▸ **PROBLEM REQUIREMENTS**:
List all lines in the material below that contain "Caliente".

━━ RECORDS PROVIDED ━━

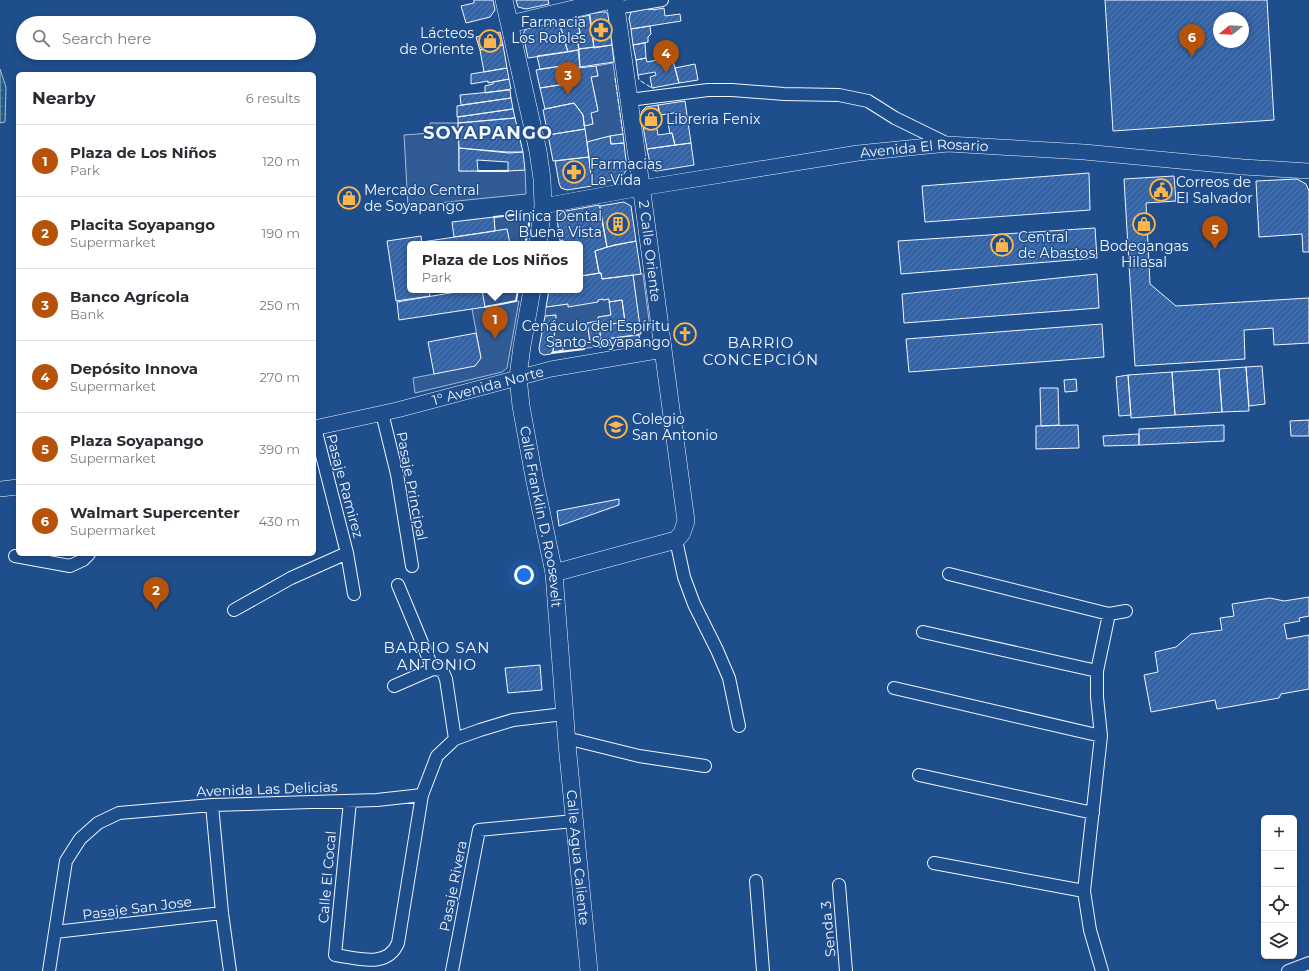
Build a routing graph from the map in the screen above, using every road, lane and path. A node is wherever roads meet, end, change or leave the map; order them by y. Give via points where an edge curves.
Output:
1 (504, 0) edge
2 (662, 0) edge
3 (614, 3) edge
4 (510, 24) junction
5 (629, 100) junction
6 (948, 144) junction
7 (1309, 171) edge
8 (641, 188) junction
9 (543, 206) junction
10 (538, 241) edge
11 (531, 293) edge
12 (663, 350) junction
13 (518, 377) junction
14 (382, 413) junction
15 (316, 428) edge
16 (316, 436) edge
17 (16, 487) edge
18 (0, 489) edge
19 (676, 540) junction
20 (347, 553) junction
21 (15, 556) dead end
22 (88, 556) edge
23 (412, 566) dead end
24 (554, 574) junction
25 (949, 574) dead end
26 (398, 585) dead end
27 (354, 594) dead end
28 (234, 610) dead end
29 (1126, 611) dead end
30 (1109, 614) junction
31 (923, 632) dead end
32 (434, 669) junction
33 (1097, 671) junction
34 (394, 686) dead end
35 (894, 688) dead end
36 (564, 714) junction
37 (739, 726) dead end
38 (1101, 736) junction
39 (455, 739) junction
40 (566, 741) junction
41 (705, 766) dead end
42 (919, 775) dead end
43 (422, 795) junction
44 (350, 801) junction
45 (212, 805) junction
46 (1093, 813) junction
47 (574, 821) junction
48 (934, 863) dead end
49 (756, 881) dead end
50 (839, 885) dead end
51 (1084, 891) junction
52 (222, 913) junction
53 (55, 932) junction
54 (1309, 964) edge
55 (49, 971) edge
56 (230, 971) edge
57 (452, 971) edge
58 (588, 971) edge
59 (763, 971) edge
60 (846, 971) edge
61 (1102, 971) edge
62 (1288, 971) edge

1 - 4 main road
2 - 3 street
3 - 4 main road
3 - 5 main road, 2 Calle Oriente
4 - 9 main road via 538,151
5 - 6 street via 708,90 839,95 868,101 895,118
5 - 8 main road, 2 Calle Oriente
6 - 7 street, Avenida El Rosario via 1084,152
6 - 8 street, Avenida El Rosario via 876,150
8 - 9 street, Avenida El Rosario
8 - 12 main road, 2 Calle Oriente
9 - 10 main road
11 - 13 main road, Calle Franklin D. Roosevelt
12 - 13 street, 1° Avenida Norte
12 - 19 main road, 2 Calle Oriente via 686,521 682,534
13 - 14 street, 1° Avenida Norte
13 - 24 main road, Calle Franklin D. Roosevelt via 521,406
14 - 15 street, 1° Avenida Norte
14 - 23 street, Pasaje Principal via 397,474
16 - 20 street, Pasaje Ramirez
17 - 18 street
19 - 24 main road
19 - 37 street via 684,577 694,604 729,678
20 - 27 street, Pasaje Ramirez
20 - 28 street, Pasaje Ramirez via 291,578
21 - 22 street via 70,566
24 - 36 main road, Calle Franklin D. Roosevelt
25 - 30 street
26 - 32 street
29 - 30 street
30 - 33 street
31 - 33 street
32 - 34 street
32 - 39 street via 442,670 446,679
33 - 38 street
35 - 38 street
36 - 39 street via 513,720
36 - 40 main road, Calle Franklin D. Roosevelt
38 - 46 street
39 - 43 street via 437,756
40 - 41 street via 638,756
40 - 47 main road, Calle Agua Caliente
42 - 46 street
43 - 44 street, Avenida Las Delicias
43 - 44 street, Calle El Cocal via 398,943 390,955 376,960 335,955
44 - 45 street, Avenida Las Delicias
45 - 52 street
45 - 53 street, Avenida Las Delicias via 119,813 98,823 80,839 66,861
46 - 51 street
47 - 57 street, Pasaje Rivera via 479,830
47 - 58 main road, Calle Agua Caliente
48 - 51 street
49 - 59 street
50 - 60 street, Senda 3
51 - 61 street via 1090,930
52 - 53 street, Pasaje San Jose
52 - 56 street
53 - 55 street, Avenida Las Delicias
54 - 62 street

━━━

▸ **ANSWER SECTION**:
40 - 47 main road, Calle Agua Caliente
47 - 58 main road, Calle Agua Caliente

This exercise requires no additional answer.